Reverse client-server connection fails with more than one MPI process

1. MPI compatibility

Following the suggestion of @Dave_DeMarle, I have made sure that both client and server sides are built with the flag USE_SYSTEM_mpi=ON so that when I launch a command

mpirun -np 4 $PV570DIR/bin/pvserver --hostname=$(hostname -a) -rc --client-host=[client-url] --disable-xdisplay-test --timeout=1

the mpirun version at run time is the same as at compile time. Also, client and server tap from the same pool of programs and shared libraries.


2. cmake settings

The external cache variables in CMakeCache.txt are the same in one setting. In another setting they differ because the client has qt5, the server elg.

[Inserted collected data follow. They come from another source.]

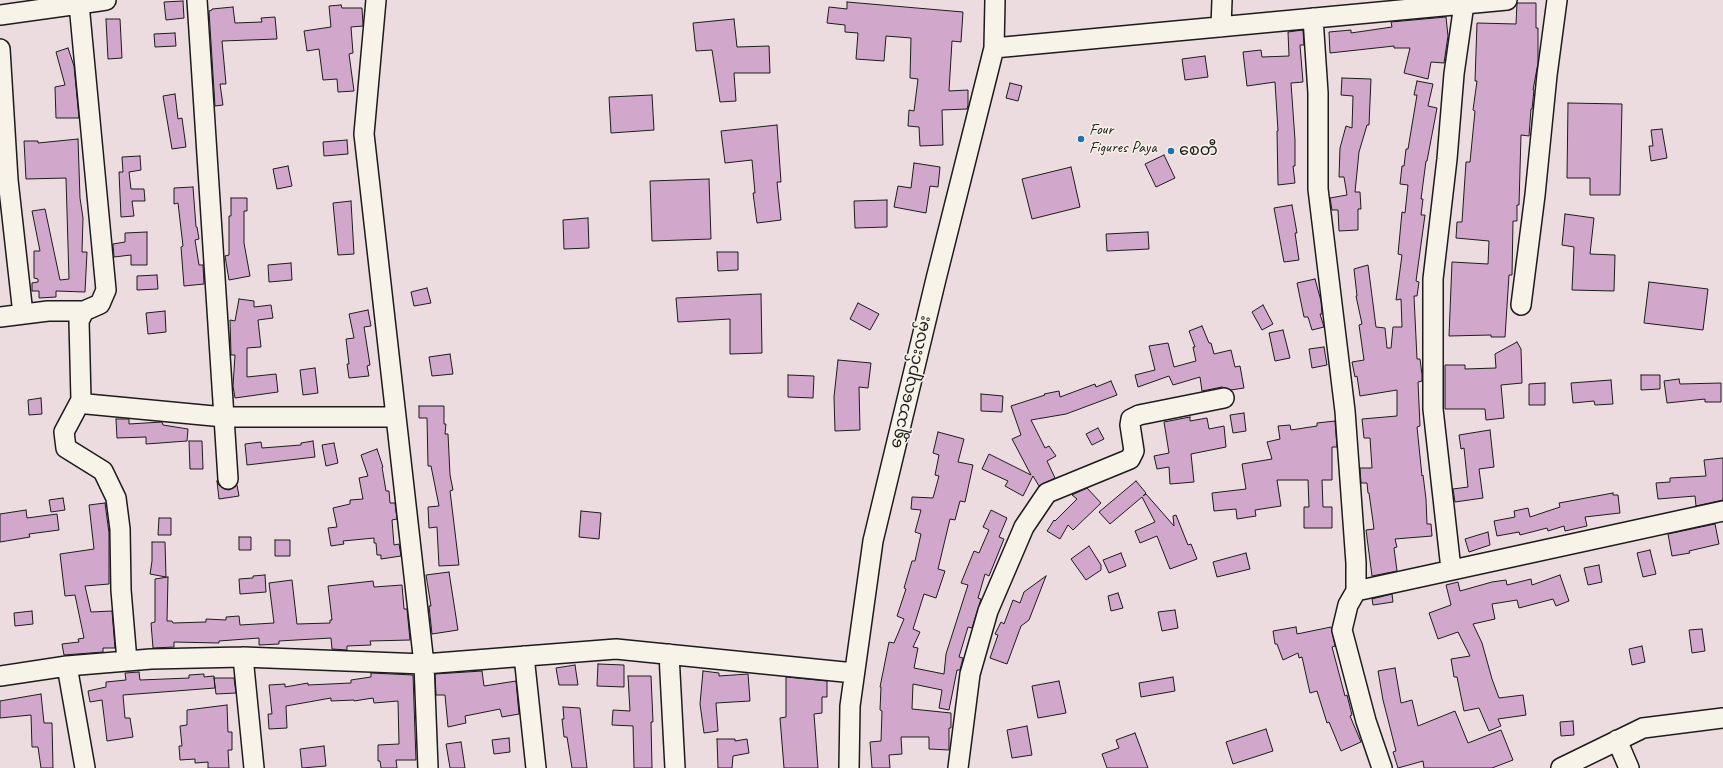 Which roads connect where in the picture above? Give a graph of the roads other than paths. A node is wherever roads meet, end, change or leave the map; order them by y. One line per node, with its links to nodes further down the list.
1 (106, 0): 8 (street)
2 (197, 0): 21 (street)
3 (376, 0): 22 (street)
4 (995, 0): 13 (street, ရွှေသာလျောင်းလမ်း)
5 (1222, 0): 12 (street)
6 (1507, 0): 9 (street)
7 (1557, 0): 15 (street)
8 (79, 4): 10 (street); 16 (street)
9 (1464, 4): 11 (street); 25 (street)
10 (0, 15)
11 (1313, 18): 12 (street); 26 (street)
12 (1221, 27): 13 (street)
13 (994, 48): 33 (street, ရွှေသာလျောင်းလမ်း)
14 (0, 49): 17 (street)
15 (1521, 305)
16 (84, 311): 17 (street); 20 (street)
17 (23, 314): 18 (street)
18 (0, 316)
19 (1224, 398): 43 (street)
20 (81, 400): 21 (street); 30 (street)
21 (224, 417): 22 (street); 23 (street)
22 (396, 417): 31 (street)
23 (228, 479)
24 (1723, 511): 25 (street)
25 (1451, 569): 26 (street)
26 (1356, 591): 44 (street)
27 (669, 654): 28 (street); 33 (street); 41 (street)
28 (524, 656): 31 (street); 40 (street)
29 (243, 657): 30 (street); 31 (street); 38 (street)
30 (127, 661): 32 (street)
31 (424, 664): 39 (street)
32 (67, 666): 34 (street); 37 (street)
33 (854, 673): 42 (street, ရွှေသာလျောင်းလမ်း)
34 (0, 676)
35 (1723, 718): 36 (street)
36 (1617, 740): 45 (street); 46 (street)
37 (85, 768)
38 (254, 768)
39 (428, 768)
40 (536, 768)
41 (675, 768)
42 (849, 768)
43 (958, 768)
44 (1382, 768)
45 (1561, 768)
46 (1629, 768)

In both settings problems occur.


3. setting qt5+elg with --disable-xdisplay-test

3.1 server starts

I receive the following messages

Connecting to client (reverse connection requested)…
Connection URL: csrc://[client-url]:11111
Connecting to client (reverse connection requested)…
Connection URL: csrc://[client-url]:11111
Connecting to client (reverse connection requested)…
Connection URL: csrc://[client-url]:11111
Connecting to client (reverse connection requested)…
Connection URL: csrc://[client-url]:11111

3.2 client connects

At the client side I see the notifications

Accepting connection(s): [client-hostname]:11111
Accepting connection(s): [client-hostname]:11111

At the server side

[31m( 26.150s) [pvserver ]vtkSocketCommunicator.c:808 ERR| vtkSocketCommunicator (0x56537cb0bff0): Could not receive tag. 1010580540
[31m( 26.150s) [pvserver ]vtkSocketCommunicator.c:557 ERR| vtkSocketCommunicator (0x56537cb0bff0): Endian handshake failed.
Client connected.
[31m( 26.150s) [pvserver ]vtkTCPNetworkAccessMana:333 ERR| vtkTCPNetworkAccessManager (0x56537c975b60):

Connection failed during handshake. vtkSocketCommunicator::GetVersion()
returns different values on the two connecting processes
(Current value: 100).
Exiting…

So one connection works and the other exits. The other two idle connections continue to loop over the sequence 472-51-396

[31m( 25.176s) [pvserver ] vtkSocket.cxx:472 ERR| vtkClientSocket (0x5622bf734610): Socket error in call to connect. Connection refused.
[31m( 25.176s) [pvserver ] vtkClientSocket.cxx:51 ERR| vtkClientSocket (0x5622bf734610): Failed to connect to server [client-url]:11111
[33m( 25.176s) [pvserver ]vtkTCPNetworkAccessMana:396 WARN| vtkTCPNetworkAccessManager (0x5622becadb60): Connect failed. Retrying for 34.9704 more seconds.

until time-out, while the client operates.

3.3 clients works

I manage to operate at the client side and load the data from the server side. At the server there is one process pvserver at work. Effectively a sequential job.


4. setting qt5+elg without --disable-xdisplay-test

At the point of connection I have 1 working connection (hence a pvserver process), 3 rapid exits and 0 timeouts. The threefold exit message is again

Connection failed during handshake. vtkSocketCommunicator::GetVersion() returns different values on the two connecting processes (Current value: 100).

and pvserver works sequentially as in Sec. 3.3.


5. setting qt5+qt5 with --disable-xdisplay-test

In this case I also set the cache variable Qt5_DIR to where I could locate the file sb-qt5-configure.cmake.

5.1 server starts

At the server side I see that prgep pvserver lists four process IDs.

5.2 client connects

However, of the four processes only one connects to the client and the other three keep on trying.

5.3 client does not work

When I try to load data from the server the connection at the server side crashes with the message

X Error of failed request: BadValue (integer parameter out of range for operation)
Major opcode of failed request: 154 (GLX)
Minor opcode of failed request: 3 (X_GLXCreateContext)
Value in failed request: 0x0
Serial number of failed request: 52
Current serial number in output stream: 53

Primary job terminated normally, but 1 process returned a non-zero exit code. Per user-direction, the job has been aborted.

with three SIGTERMS and finally with

mpirun detected that one or more processes exited with non-zero status, thus causing the job to be terminated. The first process to do so was:
Process name: [[64131,1],3]
Exit code: 1

These errors are why I moved to the qt5+egl configuration, see top post .


6. setting qt5+qt5 without --disable-xdisplay-test

One connection works. The other one exits with the same connection-failed-during-handshake as in Sec 4, and then the system crashes with the X-error, 3 SIGTERMs and the MPI job termination as in Sec 5.3.


7. similar issues reported?


8. questions

Where could the problem be?
How to get pvserver working parallel in full glory?
Tips and/or directions?